NOL Carryforwards and Other Matters

 

The Company files income tax returns in the U.S. federal jurisdiction and the state of Colorado. The Company’s federal and state tax years for the 2018 fiscal year and forward are subject to examination by taxing authorities.

 

The Company did not have any unrecognized tax benefits as of March 31, 2021 and 2020. The Company’s policy is to account for any interest expense and penalties for unrecognized tax benefits as part of the income tax provision.
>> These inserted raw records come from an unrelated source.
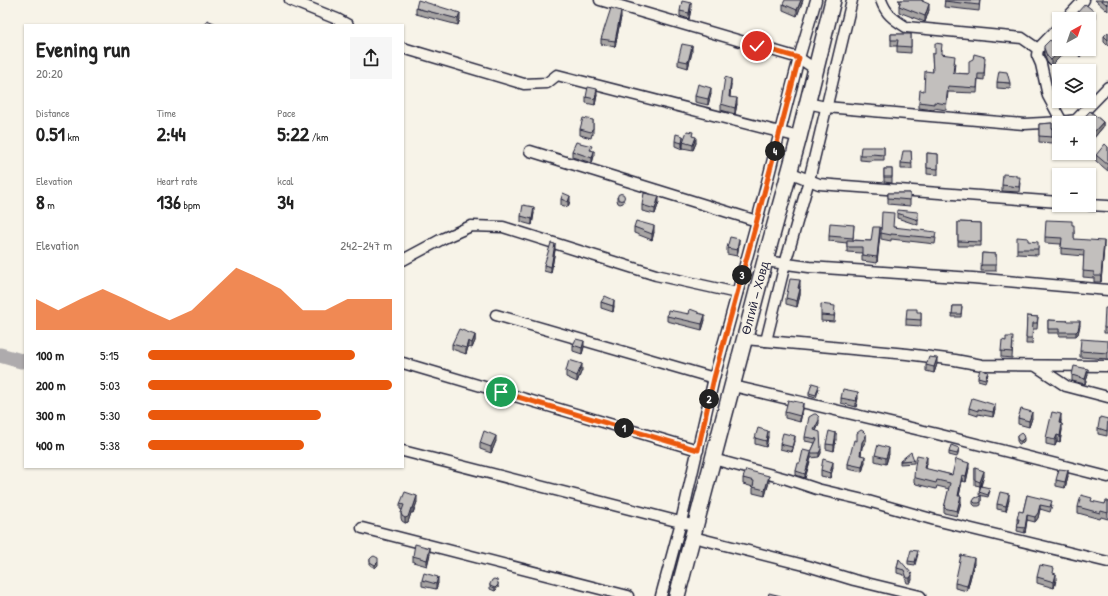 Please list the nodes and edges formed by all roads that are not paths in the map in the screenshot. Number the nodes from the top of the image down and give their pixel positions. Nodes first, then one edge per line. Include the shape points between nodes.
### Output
1 (290, 0) edge
2 (600, 0) edge
3 (816, 0) edge
4 (833, 0) edge
5 (852, 0) edge
6 (881, 0) edge
7 (1084, 0) edge
8 (1073, 12) edge
9 (346, 24) edge
10 (1052, 34) edge
11 (404, 48) edge
12 (1038, 49) junction
13 (799, 58) junction
14 (815, 69) junction
15 (1108, 87) edge
16 (807, 103) junction
17 (826, 107) junction
18 (1059, 116) edge
19 (1080, 116) edge
20 (1052, 123) edge
21 (780, 132) junction
22 (799, 137) junction
23 (530, 151) dead end
24 (790, 172) junction
25 (809, 180) junction
26 (1052, 201) edge
27 (1096, 205) edge
28 (1108, 206) edge
29 (757, 220) junction
30 (404, 259) edge
31 (765, 261) junction
32 (784, 264) junction
33 (1108, 290) edge
34 (737, 293) junction
35 (496, 314) dead end
36 (745, 339) junction
37 (766, 341) junction
38 (404, 363) edge
39 (1036, 366) junction
40 (1108, 366) edge
41 (714, 378) junction
42 (733, 386) junction
43 (1108, 397) edge
44 (698, 450) junction
45 (404, 451) edge
46 (714, 459) junction
47 (1108, 477) edge
48 (681, 522) junction
49 (362, 528) dead end
50 (694, 532) junction
51 (1108, 562) edge
52 (628, 596) edge
53 (661, 596) edge
54 (677, 596) edge
55 (920, 596) edge

1 - 9 street
2 - 13 street
3 - 13 street
4 - 14 highway, Өлгий — Ховд
5 - 17 street
6 - 12 street via 894,20 906,27 1022,38
7 - 8 street
10 - 12 street
11 - 21 street via 524,84 547,83 557,75
12 - 18 street via 1037,55 1048,96
13 - 14 street
13 - 21 street
14 - 16 highway, Өлгий — Ховд
15 - 19 street
16 - 17 street
16 - 22 highway, Өлгий — Ховд
17 - 20 street via 1024,124
17 - 25 street
21 - 22 street
21 - 29 street
22 - 24 highway, Өлгий — Ховд
23 - 29 street
24 - 25 street
24 - 31 highway, Өлгий — Ховд
25 - 26 street via 819,184
25 - 32 street
27 - 28 street
29 - 34 street
30 - 34 street via 472,226 503,227 656,275
31 - 32 street
31 - 36 highway, Өлгий — Ховд
32 - 33 street
32 - 37 street
34 - 41 street
35 - 41 street
36 - 37 street
36 - 42 highway, Өлгий — Ховд
37 - 39 street via 907,354 982,366
38 - 44 street
39 - 40 street
39 - 43 street via 1066,386
41 - 44 street
42 - 46 highway, Өлгий — Ховд
42 - 47 street
44 - 48 street
45 - 48 street
46 - 50 highway, Өлгий — Ховд
46 - 51 street via 816,489
48 - 50 street
48 - 53 street
49 - 52 street
50 - 54 highway, Өлгий — Ховд
50 - 55 street via 854,580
The Company does not anticipate that unrecognized tax benefits will significantly increase or decrease within the next twelve months.

 

Note 10 Commitments and Contingencies

 

Off-Balance Sheet Arrangements – The Company has no off-balance sheet arrangements that have or are reasonably likely to have a current or future effect on our financial condition, changes in financial condition, revenues or expenses, results of operations, liquidity, capital expenditures or capital resources.

 

Leases – The Company leases approximately 200 square feet on a month to month basis. Under the lease, the lease term continues for 12 months and may be terminated upon 30 days prior notice from the landlord or, by us, upon 30 days prior written notice. As needed, additional space can be leased in the same building we currently utilize.

 

The Company leases a warehouse facility of approximately 1,500 square feet utilized as a service location for Southern California clients. Under the lease, the lease term continues for 37 months and may be terminated upon 90 days prior notice from the landlord or, by us, upon 90 days prior written notice The Company entered into a Master Facility License Agreement in which space is currently leased at two fitness facilities to operate equipment in use. The leases have an initial term of 90 days and then are on a month-to-month basis. The rent is a fixed fee times the number of beds that ware installed in the space. After six months, the rental fee also includes 2% of gross revenue generated under the license. Subsequent to March 31, 2021, the rental fee on the two facilities was modified to eliminate a fixed fee rental to a percentage of gross revenues. The term was also modified to initial term of each License granted be effective as of, such License’s Grant Date and shall continue for a period of two (2) years, unless sooner terminated. At the expiration of a License Term, the applicable License shall automatically expire and terminate unless prior to the expiration of the License Term, the Parties enter into a mutually agreed upon agreement for Licensee to continue providing Services within the applicable Facility.

 

F-16

 

 

Legal Matters - From time to time, the Company may be involved in litigation relating to claims arising out of operations in the normal course of business. During the periods ended March 31, 2021 and 2020, there are no proceedings in which the Company or any of our directors, officers or affiliates, or any registered or beneficial shareholders, is an adverse party or has a material interest adverse to our interest.

 

Subsequent Events - On April 6, 2021, the Company filed a Certificate of Change with the Secretary of State of the State of Nevada to (i) increase the Company’s authorized shares of common stock from 100,000,000 to 1,500,000,000, (ii) increase the Company’s authorized shares of “blank check” preferred stock from 10,000,000 to 150,000,000, and (iii) effect a 1:15 forward stock split of the common stock.

 

During the year ended March 31, 2021, the Company entered into PPP loans under the Paycheck Protection Program sponsored by the U.S. Small Business Administration (SBA) providing for aggregate proceeds of $588,891. The PPP Loans were made pursuant to the Coronavirus Aid, Relief, and Economic Security Act (the “CARES Act”) and is administered by the SBA. The first PPP loan of $294,066 was forgiven on May 12, 2021. The Company intends to apply for forgiveness of the second PPP loan of $294,825 in 2021.

 

Effective as of July 14, 2021, the principal amount of the Company’s Senior Secured Promissory Note (the “Note”) with Auctus Fund, LLC (the “Lender”) was increased by $25,000 in return for a one-time waiver by the Lender of one of the covenants under the Note.